TASK BRIEF: Each record must be printed again exactly as given.

Records from a collection:
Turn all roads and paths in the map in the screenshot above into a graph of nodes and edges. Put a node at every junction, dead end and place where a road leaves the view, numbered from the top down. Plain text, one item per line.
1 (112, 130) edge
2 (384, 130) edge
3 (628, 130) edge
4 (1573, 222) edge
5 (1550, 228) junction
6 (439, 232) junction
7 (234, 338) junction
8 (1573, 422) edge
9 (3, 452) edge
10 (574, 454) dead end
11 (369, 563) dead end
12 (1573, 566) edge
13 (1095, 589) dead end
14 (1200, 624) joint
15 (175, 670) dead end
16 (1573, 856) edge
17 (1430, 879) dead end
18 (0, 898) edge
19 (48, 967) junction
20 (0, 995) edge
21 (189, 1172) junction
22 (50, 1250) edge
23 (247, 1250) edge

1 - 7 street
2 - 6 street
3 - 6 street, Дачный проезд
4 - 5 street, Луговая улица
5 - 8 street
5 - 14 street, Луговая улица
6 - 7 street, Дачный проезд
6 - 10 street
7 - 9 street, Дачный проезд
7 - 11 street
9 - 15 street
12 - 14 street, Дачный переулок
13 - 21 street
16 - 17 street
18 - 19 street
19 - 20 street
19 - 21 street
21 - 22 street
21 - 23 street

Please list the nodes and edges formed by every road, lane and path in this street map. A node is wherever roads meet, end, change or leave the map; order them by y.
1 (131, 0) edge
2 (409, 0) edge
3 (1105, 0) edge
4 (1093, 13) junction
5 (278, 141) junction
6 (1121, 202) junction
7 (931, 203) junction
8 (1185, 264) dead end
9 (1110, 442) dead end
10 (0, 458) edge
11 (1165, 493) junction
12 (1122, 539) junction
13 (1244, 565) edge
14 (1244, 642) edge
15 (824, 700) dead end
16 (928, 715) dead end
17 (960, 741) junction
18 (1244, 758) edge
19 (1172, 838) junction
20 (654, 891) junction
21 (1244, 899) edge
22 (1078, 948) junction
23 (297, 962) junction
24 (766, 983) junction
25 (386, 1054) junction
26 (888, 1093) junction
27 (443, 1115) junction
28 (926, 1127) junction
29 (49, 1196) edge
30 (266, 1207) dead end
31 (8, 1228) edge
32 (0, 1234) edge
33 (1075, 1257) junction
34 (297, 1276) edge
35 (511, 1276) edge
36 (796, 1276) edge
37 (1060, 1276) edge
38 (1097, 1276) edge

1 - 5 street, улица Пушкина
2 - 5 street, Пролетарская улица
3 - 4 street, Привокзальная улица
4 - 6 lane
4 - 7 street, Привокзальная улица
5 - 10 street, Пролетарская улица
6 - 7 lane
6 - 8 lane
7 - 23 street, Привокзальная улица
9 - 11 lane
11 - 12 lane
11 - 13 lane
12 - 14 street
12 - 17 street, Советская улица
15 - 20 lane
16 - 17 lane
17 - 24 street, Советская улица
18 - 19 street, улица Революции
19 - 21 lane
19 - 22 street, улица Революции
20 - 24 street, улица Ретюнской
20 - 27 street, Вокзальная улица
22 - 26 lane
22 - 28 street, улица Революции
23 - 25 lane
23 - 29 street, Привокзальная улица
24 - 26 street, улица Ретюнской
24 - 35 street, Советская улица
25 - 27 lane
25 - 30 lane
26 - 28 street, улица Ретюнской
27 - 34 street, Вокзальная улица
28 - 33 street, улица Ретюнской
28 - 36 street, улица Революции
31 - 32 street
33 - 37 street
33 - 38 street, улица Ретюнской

TASK OUTPUT:
Turn all roads and paths in the map in the screenshot above into a graph of nodes and edges. Put a node at every junction, dead end and place where a road leaves the view, numbered from the top down. Plain text, one item per line.
1 (112, 130) edge
2 (384, 130) edge
3 (628, 130) edge
4 (1573, 222) edge
5 (1550, 228) junction
6 (439, 232) junction
7 (234, 338) junction
8 (1573, 422) edge
9 (3, 452) edge
10 (574, 454) dead end
11 (369, 563) dead end
12 (1573, 566) edge
13 (1095, 589) dead end
14 (1200, 624) joint
15 (175, 670) dead end
16 (1573, 856) edge
17 (1430, 879) dead end
18 (0, 898) edge
19 (48, 967) junction
20 (0, 995) edge
21 (189, 1172) junction
22 (50, 1250) edge
23 (247, 1250) edge

1 - 7 street
2 - 6 street
3 - 6 street, Дачный проезд
4 - 5 street, Луговая улица
5 - 8 street
5 - 14 street, Луговая улица
6 - 7 street, Дачный проезд
6 - 10 street
7 - 9 street, Дачный проезд
7 - 11 street
9 - 15 street
12 - 14 street, Дачный переулок
13 - 21 street
16 - 17 street
18 - 19 street
19 - 20 street
19 - 21 street
21 - 22 street
21 - 23 street

Please list the nodes and edges formed by every road, lane and path in this street map. A node is wherever roads meet, end, change or leave the map; order them by y.
1 (131, 0) edge
2 (409, 0) edge
3 (1105, 0) edge
4 (1093, 13) junction
5 (278, 141) junction
6 (1121, 202) junction
7 (931, 203) junction
8 (1185, 264) dead end
9 (1110, 442) dead end
10 (0, 458) edge
11 (1165, 493) junction
12 (1122, 539) junction
13 (1244, 565) edge
14 (1244, 642) edge
15 (824, 700) dead end
16 (928, 715) dead end
17 (960, 741) junction
18 (1244, 758) edge
19 (1172, 838) junction
20 (654, 891) junction
21 (1244, 899) edge
22 (1078, 948) junction
23 (297, 962) junction
24 (766, 983) junction
25 (386, 1054) junction
26 (888, 1093) junction
27 (443, 1115) junction
28 (926, 1127) junction
29 (49, 1196) edge
30 (266, 1207) dead end
31 (8, 1228) edge
32 (0, 1234) edge
33 (1075, 1257) junction
34 (297, 1276) edge
35 (511, 1276) edge
36 (796, 1276) edge
37 (1060, 1276) edge
38 (1097, 1276) edge

1 - 5 street, улица Пушкина
2 - 5 street, Пролетарская улица
3 - 4 street, Привокзальная улица
4 - 6 lane
4 - 7 street, Привокзальная улица
5 - 10 street, Пролетарская улица
6 - 7 lane
6 - 8 lane
7 - 23 street, Привокзальная улица
9 - 11 lane
11 - 12 lane
11 - 13 lane
12 - 14 street
12 - 17 street, Советская улица
15 - 20 lane
16 - 17 lane
17 - 24 street, Советская улица
18 - 19 street, улица Революции
19 - 21 lane
19 - 22 street, улица Революции
20 - 24 street, улица Ретюнской
20 - 27 street, Вокзальная улица
22 - 26 lane
22 - 28 street, улица Революции
23 - 25 lane
23 - 29 street, Привокзальная улица
24 - 26 street, улица Ретюнской
24 - 35 street, Советская улица
25 - 27 lane
25 - 30 lane
26 - 28 street, улица Ретюнской
27 - 34 street, Вокзальная улица
28 - 33 street, улица Ретюнской
28 - 36 street, улица Революции
31 - 32 street
33 - 37 street
33 - 38 street, улица Ретюнской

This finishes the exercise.